TERCER DOMINGO DEL TIEMPO ORDINARIO
Es cierto nos pasamos la vida pidiendo signos grandiosos que nos marquen el camino, que nos señalen el futuro. Esperamos ocasiones excepcionales para demostrar lo que somos. Momentos importantísimos en los que daremos la cara sin mirar los riesgos.
Y no apreciamos la infinidad de momentos, ocasiones, oportunidades, que se nos van dando constantemente. En las que Dios no deja de reclamarnos nuestra persona, nuestra fuerza, nuestro ser, nuestras capacidades y potencias. Momentos constantes de mostrarnos como hijos de Dios.

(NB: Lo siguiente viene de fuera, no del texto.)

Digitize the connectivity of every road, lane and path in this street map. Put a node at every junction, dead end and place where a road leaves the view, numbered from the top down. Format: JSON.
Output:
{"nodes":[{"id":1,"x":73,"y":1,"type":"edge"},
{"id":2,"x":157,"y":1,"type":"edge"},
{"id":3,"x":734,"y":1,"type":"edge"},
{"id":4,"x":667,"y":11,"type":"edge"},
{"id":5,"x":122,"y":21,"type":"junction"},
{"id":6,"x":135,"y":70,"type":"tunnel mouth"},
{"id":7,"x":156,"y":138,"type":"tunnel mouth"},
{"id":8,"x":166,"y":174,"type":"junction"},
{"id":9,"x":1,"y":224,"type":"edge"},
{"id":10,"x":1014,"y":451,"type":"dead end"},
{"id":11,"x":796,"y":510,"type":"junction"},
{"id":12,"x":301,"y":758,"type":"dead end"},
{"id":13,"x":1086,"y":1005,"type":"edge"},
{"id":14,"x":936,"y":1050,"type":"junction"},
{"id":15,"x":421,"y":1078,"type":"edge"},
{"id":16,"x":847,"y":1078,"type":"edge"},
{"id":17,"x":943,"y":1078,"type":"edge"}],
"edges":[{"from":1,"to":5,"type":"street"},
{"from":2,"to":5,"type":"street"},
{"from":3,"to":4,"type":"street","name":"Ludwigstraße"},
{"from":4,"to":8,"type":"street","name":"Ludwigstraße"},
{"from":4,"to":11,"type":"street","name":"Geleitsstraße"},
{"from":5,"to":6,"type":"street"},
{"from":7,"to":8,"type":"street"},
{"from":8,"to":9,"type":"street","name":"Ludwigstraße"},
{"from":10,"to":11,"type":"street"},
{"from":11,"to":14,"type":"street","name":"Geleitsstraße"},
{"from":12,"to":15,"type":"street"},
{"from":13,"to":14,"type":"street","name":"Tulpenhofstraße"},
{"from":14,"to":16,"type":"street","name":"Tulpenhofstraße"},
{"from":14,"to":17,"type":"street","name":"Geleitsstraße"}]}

Vemos la vida de los mártires y afirmamos como nosotros tampoco cederíamos ante la persecución y mantendríamos la fe. Y no somos capaces de responder a este o a otro que blasfeman, que se burlan de nuestra fe, de nuestra Iglesia, que atacan lo más sagrado, porque “no lo consideramos oportuno”, quedaríamos mal.
Escuchamos esas grandes cantidades de dinero que se manejan, y nos ponemos a pensar las grandes obras de caridad que haríamos, cuanta hambre y cuanto dolor quitaríamos y cuanto bien haríamos. Y no somos capaces de renunciar al más simple de nuestros caprichos, a nuestras comodidades. No renunciamos a nuestra instalación, repitiéndonos una y otra vez lo poco que podemos hacer.

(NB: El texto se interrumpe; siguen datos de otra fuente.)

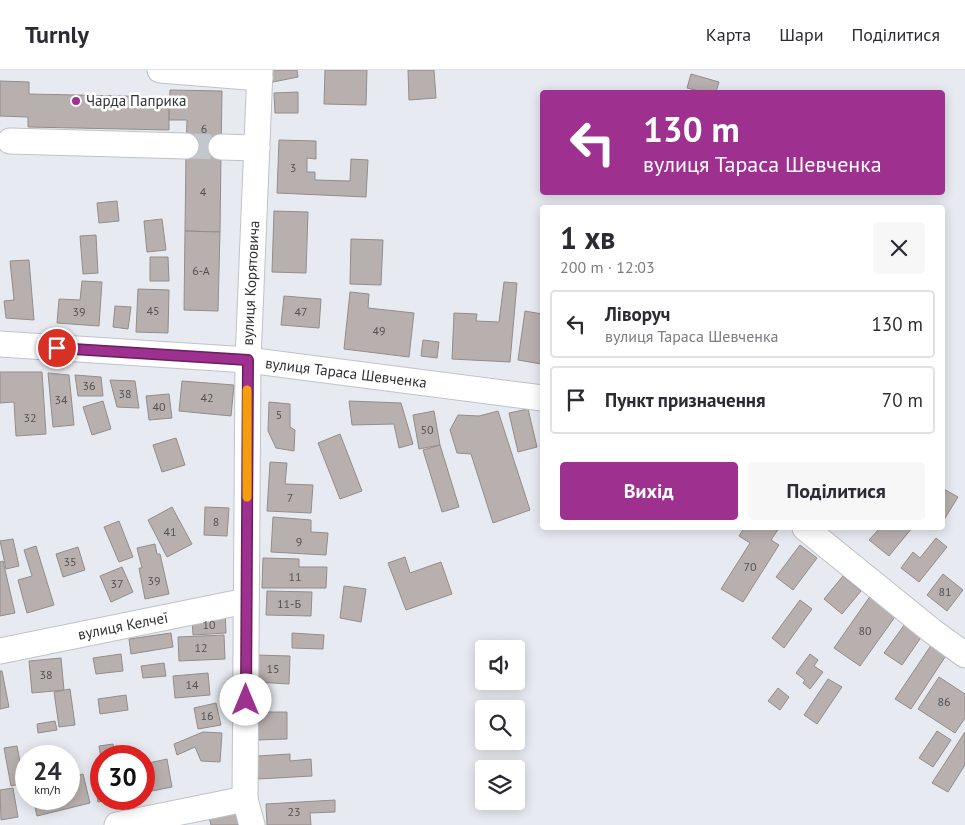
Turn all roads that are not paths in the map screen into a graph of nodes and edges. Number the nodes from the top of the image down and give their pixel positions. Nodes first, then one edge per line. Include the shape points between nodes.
1 (160, 70) edge
2 (260, 74) edge
3 (10, 141) dead end
4 (186, 146) tunnel mouth
5 (221, 147) tunnel mouth
6 (257, 148) junction
7 (0, 344) edge
8 (248, 360) junction
9 (540, 398) edge
10 (808, 530) edge
11 (246, 601) junction
12 (0, 651) edge
13 (965, 655) edge
14 (245, 799) junction
15 (118, 825) edge
16 (252, 825) edge

1 - 2 street
2 - 6 street, вулиця Корятовича
3 - 4 street
5 - 6 street
6 - 8 street, вулиця Корятовича
7 - 8 street, вулиця Тараса Шевченка
8 - 9 street, вулиця Тараса Шевченка
8 - 11 street, вулиця Корятовича
10 - 13 street
11 - 12 street, вулиця Келчеї
11 - 14 street, вулиця Корятовича
14 - 15 street
14 - 16 street, вулиця Корятовича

Escuchamos o leemos los gestos de tantas personas que se han dado a los demás de una forma total, su obra por amor a Cristo. Lo vemos emocionados y tomamos sus pensamientos como lema. Al mismo tiempo que decimos lo atados que estamos por estas o aquellas razones. Y la vida o la obra de esas personas no pasa de ser una simple admiración, pero seguimos como si tal.
Resumiendo, que nos pasamos la vida intentando tomarle el pelo a Dios. Reclamamos el trapo y no nos fijamos en el carro. Porque tenemos la gran luz, la luz que brilló una vez en Belén y que no ha vuelto a apagarse. Esa luz que marca los caminos que nos hace convertirnos de verdad.
De noche distinguimos perfectamente las pequeñas luces de las estrellas. Pero de día es imposible porque hay una gran luz, una luz superior que lo ilumina todo, que lo llena todo. Es absurdo buscar esas pequeñas luces, es innecesario.
Tenemos la luz de Cristo que nos ilumina, que pide nuestro desprendimiento, nuestra generosidad, nuestra misericordia, para manifestar que el Reino de Dios ha llegado, para hacerlo visible, para que la fraternidad llene toda la sociedad.
Vivir en cada momento con toda la intensidad el amor de Dios y derramarlo a manos llenas, como Él lo hace. Con grandes gestos y momentos, con pequeños gestos y momentos, que si los sumamos serán inmensos.
La gran luz de la que hablan tanto el profeta como el evangelista, ya nos ilumina a nosotros. Desde esa luz Dios nos va haciendo su llamada constante, nos marca el camino para que le sigamos, nos indica el modo para no perdernos, para no distraernos, y dejar de hacer aquello que si podemos, que nunca es pequeño. Y que Dios siempre valora de igual modo.